Kierunek lekarski. Samorząd nie podziela optymizmu rządzących
„Kształćmy jak najwięcej”, bo „jakoś to będzie” – w taki sposób prezes Naczelnej Rady Lekarskiej Łukasz Jankowski określa pomysł Ministerstwa Zdrowia na kształcenie przyszłych lekarzy w kolejnych uczelniach niemedycznych.
Szybkie zwiększenie liczby studentów kierunków lekarskich budzi obawy samorządu lekarskiego.
– W tym kontekście istotny jest głos organizacji reprezentujących pacjentów. Jestem przekonany, że dyskusje, dialog, wymiana różnych punktów widzenia i doświadczeń są niezwykle istotne wobec wprowadzania w życie nowych rozwiązań i planowania związanej z nimi strategii – mówi prezes NRL Łukasz Jankowski.
W środę 1 lutego Rada Organizacji Pacjentów działająca przy ministrze zdrowia zajęła się kształceniem lekarzy i lekarzy dentystów. W trakcie posiedzenia Rady prezes Łukasz Jankowski i wiceprezes NRL Klaudiusz Komor zwracali uwagę na kwestie jakości kształcenia, które przekładają się na bezpieczeństwo pacjentów.
Minister zdrowia nie widzi problemu
Obecnie w kolejce na wydanie zgody na uruchomienie studiów na kierunku lekarskim znajduje się 12 uczelni. W poniedziałek minister zdrowia Adam Niedzielski odniósł się do licznych wątpliwości pojawiających się na tym tle. – Poziom w tych szkołach nie będzie odstawał od uniwersytetów.

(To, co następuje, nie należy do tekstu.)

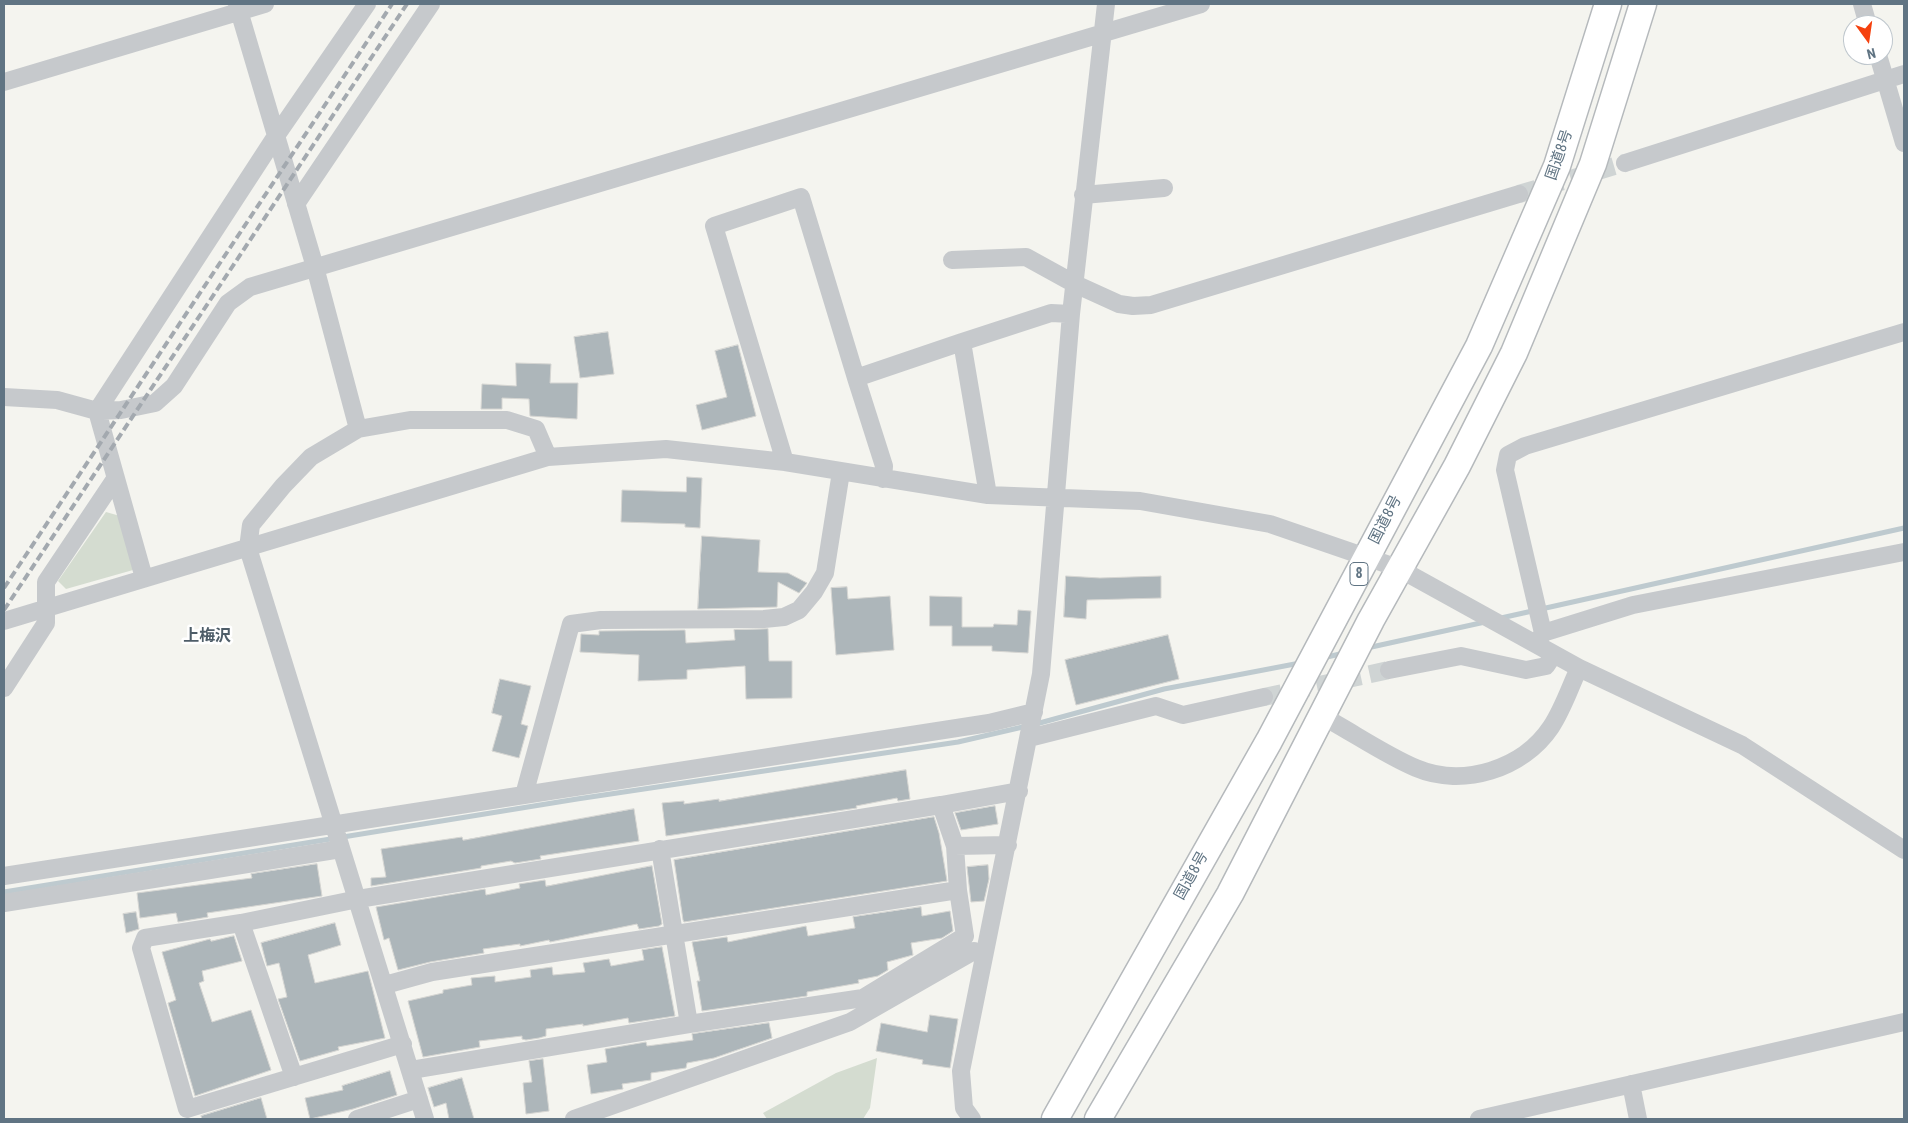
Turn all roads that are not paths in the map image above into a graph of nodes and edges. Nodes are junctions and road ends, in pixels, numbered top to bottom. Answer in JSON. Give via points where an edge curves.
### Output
{"nodes":[{"id":1,"x":265,"y":4,"type":"edge"},
{"id":2,"x":367,"y":4,"type":"edge"},
{"id":3,"x":431,"y":4,"type":"edge"},
{"id":4,"x":1106,"y":4,"type":"edge"},
{"id":5,"x":1201,"y":4,"type":"edge"},
{"id":6,"x":1608,"y":4,"type":"edge"},
{"id":7,"x":1643,"y":4,"type":"edge"},
{"id":8,"x":238,"y":8,"type":"edge"},
{"id":9,"x":1102,"y":32,"type":"junction"},
{"id":10,"x":1881,"y":65,"type":"edge"},
{"id":11,"x":1904,"y":74,"type":"edge"},
{"id":12,"x":1886,"y":80,"type":"junction"},
{"id":13,"x":4,"y":82,"type":"edge"},
{"id":14,"x":276,"y":136,"type":"junction"},
{"id":15,"x":1904,"y":143,"type":"edge"},
{"id":16,"x":1625,"y":163,"type":"tunnel mouth"},
{"id":17,"x":1164,"y":188,"type":"dead end"},
{"id":18,"x":1519,"y":194,"type":"tunnel mouth"},
{"id":19,"x":1083,"y":195,"type":"junction"},
{"id":20,"x":296,"y":204,"type":"junction"},
{"id":21,"x":952,"y":260,"type":"dead end"},
{"id":22,"x":315,"y":267,"type":"junction"},
{"id":23,"x":1075,"y":284,"type":"junction"},
{"id":24,"x":1071,"y":314,"type":"junction"},
{"id":25,"x":1904,"y":332,"type":"edge"},
{"id":26,"x":962,"y":342,"type":"junction"},
{"id":27,"x":856,"y":378,"type":"junction"},
{"id":28,"x":4,"y":397,"type":"edge"},
{"id":29,"x":96,"y":412,"type":"junction"},
{"id":30,"x":358,"y":429,"type":"junction"},
{"id":31,"x":548,"y":456,"type":"junction"},
{"id":32,"x":785,"y":462,"type":"junction"},
{"id":33,"x":841,"y":472,"type":"junction"},
{"id":34,"x":115,"y":479,"type":"junction"},
{"id":35,"x":883,"y":479,"type":"junction"},
{"id":36,"x":988,"y":495,"type":"junction"},
{"id":37,"x":1056,"y":496,"type":"junction"},
{"id":38,"x":248,"y":548,"type":"junction"},
{"id":39,"x":1904,"y":552,"type":"edge"},
{"id":40,"x":1367,"y":557,"type":"junction"},
{"id":41,"x":1398,"y":568,"type":"junction"},
{"id":42,"x":144,"y":578,"type":"junction"},
{"id":43,"x":45,"y":608,"type":"junction"},
{"id":44,"x":4,"y":621,"type":"edge"},
{"id":45,"x":1540,"y":638,"type":"junction"},
{"id":46,"x":1554,"y":654,"type":"junction"},
{"id":47,"x":1579,"y":668,"type":"junction"},
{"id":48,"x":1389,"y":670,"type":"tunnel mouth"},
{"id":49,"x":4,"y":688,"type":"edge"},
{"id":50,"x":1264,"y":697,"type":"tunnel mouth"},
{"id":51,"x":1034,"y":712,"type":"junction"},
{"id":52,"x":1322,"y":716,"type":"junction"},
{"id":53,"x":1029,"y":738,"type":"junction"},
{"id":54,"x":1019,"y":791,"type":"junction"},
{"id":55,"x":524,"y":796,"type":"junction"},
{"id":56,"x":941,"y":805,"type":"junction"},
{"id":57,"x":332,"y":824,"type":"junction"},
{"id":58,"x":1008,"y":845,"type":"junction"},
{"id":59,"x":955,"y":846,"type":"junction"},
{"id":60,"x":341,"y":849,"type":"junction"},
{"id":61,"x":660,"y":849,"type":"junction"},
{"id":62,"x":1904,"y":850,"type":"edge"},
{"id":63,"x":4,"y":876,"type":"edge"},
{"id":64,"x":958,"y":890,"type":"junction"},
{"id":65,"x":358,"y":899,"type":"junction"},
{"id":66,"x":4,"y":903,"type":"edge"},
{"id":67,"x":241,"y":923,"type":"junction"},
{"id":68,"x":674,"y":935,"type":"junction"},
{"id":69,"x":974,"y":951,"type":"dead end"},
{"id":70,"x":385,"y":985,"type":"junction"},
{"id":71,"x":1904,"y":1022,"type":"edge"},
{"id":72,"x":689,"y":1024,"type":"junction"},
{"id":73,"x":403,"y":1044,"type":"junction"},
{"id":74,"x":411,"y":1070,"type":"junction"},
{"id":75,"x":294,"y":1077,"type":"junction"},
{"id":76,"x":1631,"y":1084,"type":"junction"},
{"id":77,"x":419,"y":1099,"type":"junction"},
{"id":78,"x":964,"y":1115,"type":"edge"},
{"id":79,"x":357,"y":1119,"type":"edge"},
{"id":80,"x":425,"y":1119,"type":"edge"},
{"id":81,"x":574,"y":1119,"type":"edge"},
{"id":82,"x":1055,"y":1119,"type":"edge"},
{"id":83,"x":1098,"y":1119,"type":"edge"},
{"id":84,"x":1479,"y":1119,"type":"edge"},
{"id":85,"x":1638,"y":1119,"type":"edge"}],
"edges":[{"from":1,"to":8,"type":"street"},
{"from":2,"to":14,"type":"street"},
{"from":3,"to":20,"type":"street"},
{"from":4,"to":9,"type":"street"},
{"from":5,"to":9,"type":"street"},
{"from":6,"to":40,"type":"highway","name":"国道8号","number":"8","via":[[1557,166],[1479,346]]},
{"from":7,"to":41,"type":"highway","number":"8","via":[[1593,164],[1514,353],[1457,466]]},
{"from":8,"to":13,"type":"street"},
{"from":8,"to":14,"type":"street"},
{"from":9,"to":19,"type":"street"},
{"from":9,"to":22,"type":"street"},
{"from":10,"to":12,"type":"street"},
{"from":11,"to":12,"type":"street"},
{"from":12,"to":15,"type":"street"},
{"from":12,"to":16,"type":"street"},
{"from":14,"to":20,"type":"street"},
{"from":14,"to":29,"type":"street"},
{"from":17,"to":19,"type":"street"},
{"from":18,"to":23,"type":"street","via":[[1151,305],[1119,304]]},
{"from":19,"to":23,"type":"street"},
{"from":20,"to":22,"type":"street"},
{"from":21,"to":23,"type":"street","via":[[1026,257]]},
{"from":22,"to":29,"type":"street","via":[[250,287],[228,303],[174,386],[155,403]]},
{"from":22,"to":30,"type":"street"},
{"from":23,"to":24,"type":"street"},
{"from":24,"to":26,"type":"street","via":[[1051,313]]},
{"from":24,"to":37,"type":"street"},
{"from":25,"to":45,"type":"street","via":[[1524,446],[1508,455],[1504,470]]},
{"from":26,"to":27,"type":"street"},
{"from":26,"to":36,"type":"street"},
{"from":27,"to":32,"type":"street","via":[[801,197],[714,226]]},
{"from":27,"to":35,"type":"street","via":[[884,466]]},
{"from":28,"to":29,"type":"street","via":[[58,400]]},
{"from":29,"to":34,"type":"street"},
{"from":30,"to":31,"type":"street","via":[[410,420],[507,420],[536,429]]},
{"from":30,"to":38,"type":"street","via":[[311,457],[283,486],[251,525]]},
{"from":31,"to":32,"type":"street","via":[[666,449]]},
{"from":31,"to":38,"type":"street"},
{"from":32,"to":33,"type":"street"},
{"from":33,"to":35,"type":"street"},
{"from":33,"to":55,"type":"street","via":[[824,573],[799,610],[784,617],[764,619],[601,620],[572,624]]},
{"from":34,"to":42,"type":"street"},
{"from":34,"to":43,"type":"street","via":[[46,582]]},
{"from":35,"to":36,"type":"street"},
{"from":36,"to":37,"type":"street"},
{"from":37,"to":40,"type":"street","via":[[1140,501],[1201,510],[1270,524]]},
{"from":37,"to":51,"type":"street","via":[[1041,674]]},
{"from":38,"to":42,"type":"street"},
{"from":38,"to":57,"type":"street"},
{"from":39,"to":45,"type":"street","via":[[1633,605]]},
{"from":40,"to":41,"type":"street"},
{"from":40,"to":82,"type":"highway","name":"国道8号","number":"8","via":[[1269,741]]},
{"from":41,"to":45,"type":"street"},
{"from":41,"to":52,"type":"highway","number":"8"},
{"from":42,"to":43,"type":"street"},
{"from":43,"to":44,"type":"street"},
{"from":43,"to":49,"type":"street","via":[[46,623]]},
{"from":45,"to":46,"type":"street"},
{"from":46,"to":47,"type":"street"},
{"from":46,"to":48,"type":"street","via":[[1546,666],[1526,670],[1461,656]]},
{"from":47,"to":52,"type":"street","via":[[1551,727],[1527,754],[1495,770],[1455,777],[1417,768]]},
{"from":47,"to":62,"type":"street","via":[[1742,745]]},
{"from":50,"to":53,"type":"street","via":[[1182,715],[1156,706]]},
{"from":51,"to":53,"type":"street"},
{"from":51,"to":55,"type":"street","via":[[989,723]]},
{"from":52,"to":83,"type":"highway","number":"8","via":[[1230,894]]},
{"from":53,"to":54,"type":"street"},
{"from":54,"to":56,"type":"street"},
{"from":54,"to":58,"type":"street"},
{"from":55,"to":57,"type":"street"},
{"from":56,"to":59,"type":"street"},
{"from":56,"to":61,"type":"street"},
{"from":57,"to":60,"type":"street"},
{"from":57,"to":63,"type":"street"},
{"from":58,"to":59,"type":"street"},
{"from":58,"to":78,"type":"street","via":[[961,1071]]},
{"from":59,"to":64,"type":"street"},
{"from":60,"to":65,"type":"street"},
{"from":60,"to":66,"type":"street"},
{"from":61,"to":65,"type":"street"},
{"from":61,"to":68,"type":"street"},
{"from":64,"to":68,"type":"street"},
{"from":64,"to":72,"type":"street","via":[[965,936],[863,998]]},
{"from":65,"to":67,"type":"street"},
{"from":65,"to":70,"type":"street"},
{"from":67,"to":75,"type":"street"},
{"from":67,"to":75,"type":"street","via":[[145,938],[141,948],[187,1109]]},
{"from":68,"to":70,"type":"street","via":[[432,972]]},
{"from":68,"to":72,"type":"street"},
{"from":69,"to":81,"type":"street","via":[[850,1022]]},
{"from":70,"to":73,"type":"street"},
{"from":71,"to":76,"type":"street"},
{"from":72,"to":74,"type":"street"},
{"from":73,"to":74,"type":"street"},
{"from":73,"to":75,"type":"street"},
{"from":74,"to":77,"type":"street"},
{"from":76,"to":84,"type":"street"},
{"from":76,"to":85,"type":"street"},
{"from":77,"to":79,"type":"street"},
{"from":77,"to":80,"type":"street"}]}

Kierunki lekarskie w wyższych szkołach zawodowych dają dopływ kadr do lokalnych szpitali, do których nie trafiają absolwenci z dużych miast akademickich – powiedział minister.
W ocenie prezesa NRL Ministerstwo Zdrowia obrało strategię typu „kształćmy jak najwięcej absolwentów kierunków lekarskich, twórzmy te kierunki na jak największej liczbie uczelni i jakoś to będzie”. – Samorząd lekarski, w gestii którego będzie za kilka lat przyznawanie prawa wykonywania zawodu obecnym i przyszłym studentom medycyny, który nad wykonywaniem zawodu sprawuje pieczę, nie podziela optymizmu rządzących względem jakości kształcenia – podkreśla prezes NRL.
Szkolenie lekarzy nie odbywa się tylko w salach wykładowych, a obawy związane z zapleczem i kadrą dydaktyczną są powszechne. – Rozumiemy, że wobec braków kadrowych w niewydolnej publicznej ochronie zdrowia najprostszą i najpopularniejszą politycznie wydaje się decyzja o „produkcji” kadry, jednak problem jest o wiele bardziej złożony i należałoby skupić się również na organizacji lepszych warunków leczenia, zarówno dla pacjentów, jak i lekarzy – powiedział Łukasz Jankowski.
System no-fault
Jak poinformowano na stronie internetowej NIL, podczas posiedzenia Rady Organizacji Pacjentów przedstawiciele samorządu lekarskiego zwracali uwagę również na konieczność zniesienia utrudnień w wykonywaniu zawodu lekarza i lekarza dentysty. Ich zdaniem jest to możliwe poprzez wprowadzenie systemu bezpieczeństwa leczenia opartego na idei no-fault, co stanowi jeden z głównych postulatów środowiska lekarskiego.
Rozmawiano także o zmianach w Kodeksie Etyki Lekarskiej oraz możliwości zacieśnienia współpracy między organizacjami reprezentującymi pacjentów a samorządem. Kolejne spotkanie ma się odbyć w siedzibie Naczelnej Izby Lekarskiej.